Tuesday, December 23, 2008

Leadership Perspective - a new understanding

Segment 9: Leadership within a learning community

This segment reading started with Stronk and Bloomberg reminding us the type of leadership needed in school planning. We need to put in place a certain rhythm in ensuring that everyone involved in the process and not “top down”. The suggested framework is very useful especially the emphasis for total involvement, team building and putting peers together in the teaching and learning journey.

The leadership function continues beyond the planning to shaping a covenantal learning communities as learning had been structured to a private and personal journey in most schools. The ingredients of covenant learning community ie need for vision, atmosphere of love and trust and ethos of leadership for service are important focus for the leadership to emphasis and work on to ensure that school can be transformed into such learning communities.

With postmodernity, leadership is evermore needed to bring about changes “because of the human carving for stability especially on the part of those in power positions and those who benefit most from the existing order, nothing will give way in the fabric of existing institutions until the strife and discontent build beyond some threshold” (Lambert, 2004). Leadership in this brave new postmodern world demands that we encourage our learning communities to play with ideas and pray for grace to be faithful in obedience to the heavenly vision, whether as maverick or monk.
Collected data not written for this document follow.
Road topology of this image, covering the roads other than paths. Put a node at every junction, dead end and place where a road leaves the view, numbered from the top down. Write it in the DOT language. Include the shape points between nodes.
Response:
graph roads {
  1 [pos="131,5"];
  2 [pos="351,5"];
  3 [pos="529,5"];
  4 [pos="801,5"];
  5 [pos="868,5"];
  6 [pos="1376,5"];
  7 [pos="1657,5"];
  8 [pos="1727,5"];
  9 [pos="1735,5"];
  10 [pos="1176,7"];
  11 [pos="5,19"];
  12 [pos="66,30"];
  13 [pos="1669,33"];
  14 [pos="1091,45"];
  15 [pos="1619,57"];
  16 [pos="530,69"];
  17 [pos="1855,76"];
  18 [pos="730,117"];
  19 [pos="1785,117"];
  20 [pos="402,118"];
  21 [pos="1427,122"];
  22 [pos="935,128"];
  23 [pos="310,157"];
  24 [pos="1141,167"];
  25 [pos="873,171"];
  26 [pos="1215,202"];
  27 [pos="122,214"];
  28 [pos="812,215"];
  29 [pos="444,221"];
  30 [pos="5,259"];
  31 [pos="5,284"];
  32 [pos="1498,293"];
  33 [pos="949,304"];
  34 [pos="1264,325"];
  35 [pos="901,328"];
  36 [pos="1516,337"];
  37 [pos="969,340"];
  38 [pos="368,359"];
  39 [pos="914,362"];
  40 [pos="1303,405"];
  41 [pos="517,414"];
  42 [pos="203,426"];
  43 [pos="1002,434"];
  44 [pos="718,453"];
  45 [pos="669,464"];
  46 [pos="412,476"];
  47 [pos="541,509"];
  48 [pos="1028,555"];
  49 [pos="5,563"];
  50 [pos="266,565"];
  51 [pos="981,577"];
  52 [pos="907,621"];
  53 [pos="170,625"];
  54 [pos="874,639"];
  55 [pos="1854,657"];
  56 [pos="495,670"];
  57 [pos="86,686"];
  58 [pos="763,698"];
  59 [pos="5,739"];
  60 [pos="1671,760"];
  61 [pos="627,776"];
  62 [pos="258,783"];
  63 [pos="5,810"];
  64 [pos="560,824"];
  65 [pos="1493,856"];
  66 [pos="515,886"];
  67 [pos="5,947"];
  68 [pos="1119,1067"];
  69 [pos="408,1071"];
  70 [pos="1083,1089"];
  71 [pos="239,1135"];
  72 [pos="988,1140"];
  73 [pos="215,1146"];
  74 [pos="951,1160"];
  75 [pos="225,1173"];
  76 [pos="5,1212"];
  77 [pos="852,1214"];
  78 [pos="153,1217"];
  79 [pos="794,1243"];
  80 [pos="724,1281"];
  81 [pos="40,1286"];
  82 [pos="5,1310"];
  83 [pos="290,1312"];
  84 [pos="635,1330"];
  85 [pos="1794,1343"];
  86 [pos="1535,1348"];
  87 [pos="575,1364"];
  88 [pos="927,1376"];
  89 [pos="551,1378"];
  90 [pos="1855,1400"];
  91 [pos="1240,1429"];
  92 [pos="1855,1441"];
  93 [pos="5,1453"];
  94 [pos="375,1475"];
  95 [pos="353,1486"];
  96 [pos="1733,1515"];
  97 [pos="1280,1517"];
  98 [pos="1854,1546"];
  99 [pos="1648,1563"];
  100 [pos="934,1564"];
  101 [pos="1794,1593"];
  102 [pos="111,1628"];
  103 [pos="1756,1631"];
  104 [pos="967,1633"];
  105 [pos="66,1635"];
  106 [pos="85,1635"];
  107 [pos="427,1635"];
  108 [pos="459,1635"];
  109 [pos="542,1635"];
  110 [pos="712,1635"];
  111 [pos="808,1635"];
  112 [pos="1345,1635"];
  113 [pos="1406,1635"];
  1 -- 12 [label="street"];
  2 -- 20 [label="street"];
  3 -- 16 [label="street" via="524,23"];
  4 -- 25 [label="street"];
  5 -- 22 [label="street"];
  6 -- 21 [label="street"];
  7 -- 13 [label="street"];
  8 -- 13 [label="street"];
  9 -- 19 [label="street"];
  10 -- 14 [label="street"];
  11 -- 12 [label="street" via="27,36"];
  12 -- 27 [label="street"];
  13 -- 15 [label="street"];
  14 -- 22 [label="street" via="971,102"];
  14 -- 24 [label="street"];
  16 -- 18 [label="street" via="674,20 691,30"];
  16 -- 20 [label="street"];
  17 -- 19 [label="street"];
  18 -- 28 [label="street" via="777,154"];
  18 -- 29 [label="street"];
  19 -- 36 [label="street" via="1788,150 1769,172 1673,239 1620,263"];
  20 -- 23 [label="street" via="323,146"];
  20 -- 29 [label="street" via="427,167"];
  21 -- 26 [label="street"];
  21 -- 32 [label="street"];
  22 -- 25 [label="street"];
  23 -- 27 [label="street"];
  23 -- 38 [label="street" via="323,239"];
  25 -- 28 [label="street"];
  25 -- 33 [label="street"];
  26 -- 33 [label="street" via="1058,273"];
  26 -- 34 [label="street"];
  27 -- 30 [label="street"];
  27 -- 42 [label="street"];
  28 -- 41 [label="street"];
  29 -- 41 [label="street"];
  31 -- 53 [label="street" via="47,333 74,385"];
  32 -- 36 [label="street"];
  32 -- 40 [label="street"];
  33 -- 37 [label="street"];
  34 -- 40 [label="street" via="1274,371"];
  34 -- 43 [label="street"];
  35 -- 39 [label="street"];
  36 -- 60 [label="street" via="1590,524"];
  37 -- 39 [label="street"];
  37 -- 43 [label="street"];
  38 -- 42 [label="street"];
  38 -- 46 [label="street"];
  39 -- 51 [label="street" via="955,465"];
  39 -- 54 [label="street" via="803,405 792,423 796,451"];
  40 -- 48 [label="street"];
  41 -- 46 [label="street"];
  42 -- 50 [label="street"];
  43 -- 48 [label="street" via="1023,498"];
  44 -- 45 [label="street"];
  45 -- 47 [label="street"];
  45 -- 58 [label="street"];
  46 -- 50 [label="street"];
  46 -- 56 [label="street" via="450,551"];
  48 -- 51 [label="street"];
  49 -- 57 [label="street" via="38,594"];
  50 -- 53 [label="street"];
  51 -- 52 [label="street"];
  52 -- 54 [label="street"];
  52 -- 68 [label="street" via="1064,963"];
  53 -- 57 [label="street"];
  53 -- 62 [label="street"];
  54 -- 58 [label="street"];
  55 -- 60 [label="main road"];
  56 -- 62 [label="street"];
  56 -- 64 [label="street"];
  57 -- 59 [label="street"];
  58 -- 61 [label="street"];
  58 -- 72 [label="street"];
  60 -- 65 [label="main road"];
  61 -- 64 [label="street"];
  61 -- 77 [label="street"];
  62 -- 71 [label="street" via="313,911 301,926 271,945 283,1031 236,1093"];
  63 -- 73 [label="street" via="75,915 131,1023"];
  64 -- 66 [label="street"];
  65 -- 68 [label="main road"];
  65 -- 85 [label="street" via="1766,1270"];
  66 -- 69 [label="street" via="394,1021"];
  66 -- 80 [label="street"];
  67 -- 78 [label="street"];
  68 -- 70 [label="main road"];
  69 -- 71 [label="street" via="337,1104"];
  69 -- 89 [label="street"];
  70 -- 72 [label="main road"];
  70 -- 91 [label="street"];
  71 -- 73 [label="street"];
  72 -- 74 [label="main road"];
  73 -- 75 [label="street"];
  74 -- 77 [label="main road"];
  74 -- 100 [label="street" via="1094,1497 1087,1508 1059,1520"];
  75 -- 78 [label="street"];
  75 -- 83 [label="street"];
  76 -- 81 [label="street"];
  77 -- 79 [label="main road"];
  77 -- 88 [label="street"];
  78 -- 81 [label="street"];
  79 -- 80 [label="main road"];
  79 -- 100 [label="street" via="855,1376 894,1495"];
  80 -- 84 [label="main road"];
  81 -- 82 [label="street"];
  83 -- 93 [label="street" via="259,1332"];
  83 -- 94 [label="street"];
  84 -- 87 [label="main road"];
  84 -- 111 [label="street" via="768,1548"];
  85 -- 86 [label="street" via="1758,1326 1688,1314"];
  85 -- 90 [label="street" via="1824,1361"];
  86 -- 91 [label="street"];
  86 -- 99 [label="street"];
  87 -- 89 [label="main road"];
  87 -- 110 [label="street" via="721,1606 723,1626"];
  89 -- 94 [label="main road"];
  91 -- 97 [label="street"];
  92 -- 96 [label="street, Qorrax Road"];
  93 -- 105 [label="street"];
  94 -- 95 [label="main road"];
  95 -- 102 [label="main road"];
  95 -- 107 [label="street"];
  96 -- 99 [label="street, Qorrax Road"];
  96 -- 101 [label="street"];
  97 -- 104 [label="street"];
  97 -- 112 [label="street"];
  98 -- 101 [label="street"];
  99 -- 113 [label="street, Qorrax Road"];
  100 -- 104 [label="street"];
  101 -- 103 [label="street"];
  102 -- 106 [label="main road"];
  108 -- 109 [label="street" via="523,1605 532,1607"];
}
And to do so effectively and refreshingly, leaders must make time for self care. The ability to “make time” or time management is very well explained by Rush. He reminded us that “Time is our most important resource. It cannot be saved or stored. It can only be used.” And we must use it intentionally to ensure that our lives are moving toward the God given mandate as followers, leaders and teachers. Brain explained how the importance of self care can benefit pastors. Leaders can share in the benefit too as schooling is very much the same as ministry in that both are very people intensive and Godward focus.
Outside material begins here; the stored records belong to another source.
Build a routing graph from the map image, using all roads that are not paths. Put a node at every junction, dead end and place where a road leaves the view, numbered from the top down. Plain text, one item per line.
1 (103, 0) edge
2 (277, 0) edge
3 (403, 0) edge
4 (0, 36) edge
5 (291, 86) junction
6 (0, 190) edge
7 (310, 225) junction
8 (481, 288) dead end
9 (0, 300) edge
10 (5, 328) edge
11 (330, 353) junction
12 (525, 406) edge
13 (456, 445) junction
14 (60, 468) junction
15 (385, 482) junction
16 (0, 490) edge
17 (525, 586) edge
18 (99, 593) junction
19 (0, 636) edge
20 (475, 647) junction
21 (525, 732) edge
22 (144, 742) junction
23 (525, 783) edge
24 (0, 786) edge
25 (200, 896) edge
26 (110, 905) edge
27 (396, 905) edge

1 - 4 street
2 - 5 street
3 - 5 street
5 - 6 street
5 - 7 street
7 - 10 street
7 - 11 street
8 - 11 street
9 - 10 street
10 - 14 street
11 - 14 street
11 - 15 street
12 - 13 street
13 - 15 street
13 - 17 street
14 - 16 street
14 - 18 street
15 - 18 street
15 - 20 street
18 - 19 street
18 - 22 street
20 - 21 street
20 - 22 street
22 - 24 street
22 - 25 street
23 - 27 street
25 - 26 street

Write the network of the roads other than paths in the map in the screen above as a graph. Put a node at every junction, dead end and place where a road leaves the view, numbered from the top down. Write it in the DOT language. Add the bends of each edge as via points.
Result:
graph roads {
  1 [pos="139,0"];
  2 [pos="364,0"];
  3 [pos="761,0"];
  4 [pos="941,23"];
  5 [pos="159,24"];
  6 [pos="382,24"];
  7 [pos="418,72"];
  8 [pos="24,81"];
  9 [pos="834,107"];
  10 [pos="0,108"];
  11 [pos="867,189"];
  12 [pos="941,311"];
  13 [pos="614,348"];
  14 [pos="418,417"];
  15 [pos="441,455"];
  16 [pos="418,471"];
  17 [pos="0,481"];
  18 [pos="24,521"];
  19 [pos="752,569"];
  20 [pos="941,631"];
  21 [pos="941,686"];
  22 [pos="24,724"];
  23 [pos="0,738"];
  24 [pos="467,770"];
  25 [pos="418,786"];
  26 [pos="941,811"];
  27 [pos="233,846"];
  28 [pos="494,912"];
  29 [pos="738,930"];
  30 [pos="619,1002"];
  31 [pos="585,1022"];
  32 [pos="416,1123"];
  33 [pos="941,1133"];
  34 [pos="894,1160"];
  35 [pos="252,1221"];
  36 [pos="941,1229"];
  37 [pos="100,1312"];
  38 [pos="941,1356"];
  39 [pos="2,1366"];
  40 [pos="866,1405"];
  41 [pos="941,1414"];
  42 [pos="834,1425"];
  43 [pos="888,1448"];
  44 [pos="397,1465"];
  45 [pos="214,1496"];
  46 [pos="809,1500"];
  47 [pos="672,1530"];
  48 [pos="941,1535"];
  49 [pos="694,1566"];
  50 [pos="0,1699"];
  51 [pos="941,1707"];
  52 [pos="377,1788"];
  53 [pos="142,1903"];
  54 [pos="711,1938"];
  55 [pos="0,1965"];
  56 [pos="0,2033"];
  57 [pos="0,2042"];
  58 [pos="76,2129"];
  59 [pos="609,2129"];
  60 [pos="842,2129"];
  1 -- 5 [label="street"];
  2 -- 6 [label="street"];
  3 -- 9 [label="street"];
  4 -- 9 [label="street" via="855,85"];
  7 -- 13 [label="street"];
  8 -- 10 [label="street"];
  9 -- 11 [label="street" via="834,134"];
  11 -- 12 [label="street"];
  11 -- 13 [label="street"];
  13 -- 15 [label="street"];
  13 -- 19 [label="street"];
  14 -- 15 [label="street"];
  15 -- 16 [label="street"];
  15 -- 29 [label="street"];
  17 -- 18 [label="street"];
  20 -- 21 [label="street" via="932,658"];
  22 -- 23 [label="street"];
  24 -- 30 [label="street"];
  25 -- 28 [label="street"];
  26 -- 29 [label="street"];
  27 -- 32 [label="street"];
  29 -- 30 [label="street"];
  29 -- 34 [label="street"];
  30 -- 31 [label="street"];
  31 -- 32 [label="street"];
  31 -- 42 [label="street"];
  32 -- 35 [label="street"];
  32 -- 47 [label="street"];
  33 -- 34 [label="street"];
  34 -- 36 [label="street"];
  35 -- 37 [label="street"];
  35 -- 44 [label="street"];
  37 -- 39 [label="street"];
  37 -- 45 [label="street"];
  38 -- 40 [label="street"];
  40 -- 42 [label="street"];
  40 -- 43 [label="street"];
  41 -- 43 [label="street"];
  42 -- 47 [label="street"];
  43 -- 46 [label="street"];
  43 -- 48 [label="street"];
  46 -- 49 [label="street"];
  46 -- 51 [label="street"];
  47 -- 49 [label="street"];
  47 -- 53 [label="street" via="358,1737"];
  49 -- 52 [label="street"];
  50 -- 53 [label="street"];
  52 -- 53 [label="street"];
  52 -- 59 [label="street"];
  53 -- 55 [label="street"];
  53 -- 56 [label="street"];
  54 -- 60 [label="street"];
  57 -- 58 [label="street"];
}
Servgiovanni ended this segment reminding us that context played a key role in deciding whether certain approaches to leadership will be effective or not. There is a real danger of blind adoption of past successful model into the school context.
School needs special leadership and that could be found in moral leadership framework because it emphasises bringing diverse people into a common cause by making the school a covenantal community. Leadership in such context is neither hierarchical nor interpersonal but cognitive which draws its authority from shared goals, purposes, values, commitments and other ideas that provide the basis for followership. Linking leadership directly to the construction of meaning, facilitation of learning and the development of collective responsibility links leadership directly to the lifeworlds of schools. That is very important as it helps to achieve the balance of having the lifeworld driving the systemsworld of school.

Finally the leadership within the learning community needs to be ethical lest it becomes manipulation rather than empowering and enabling.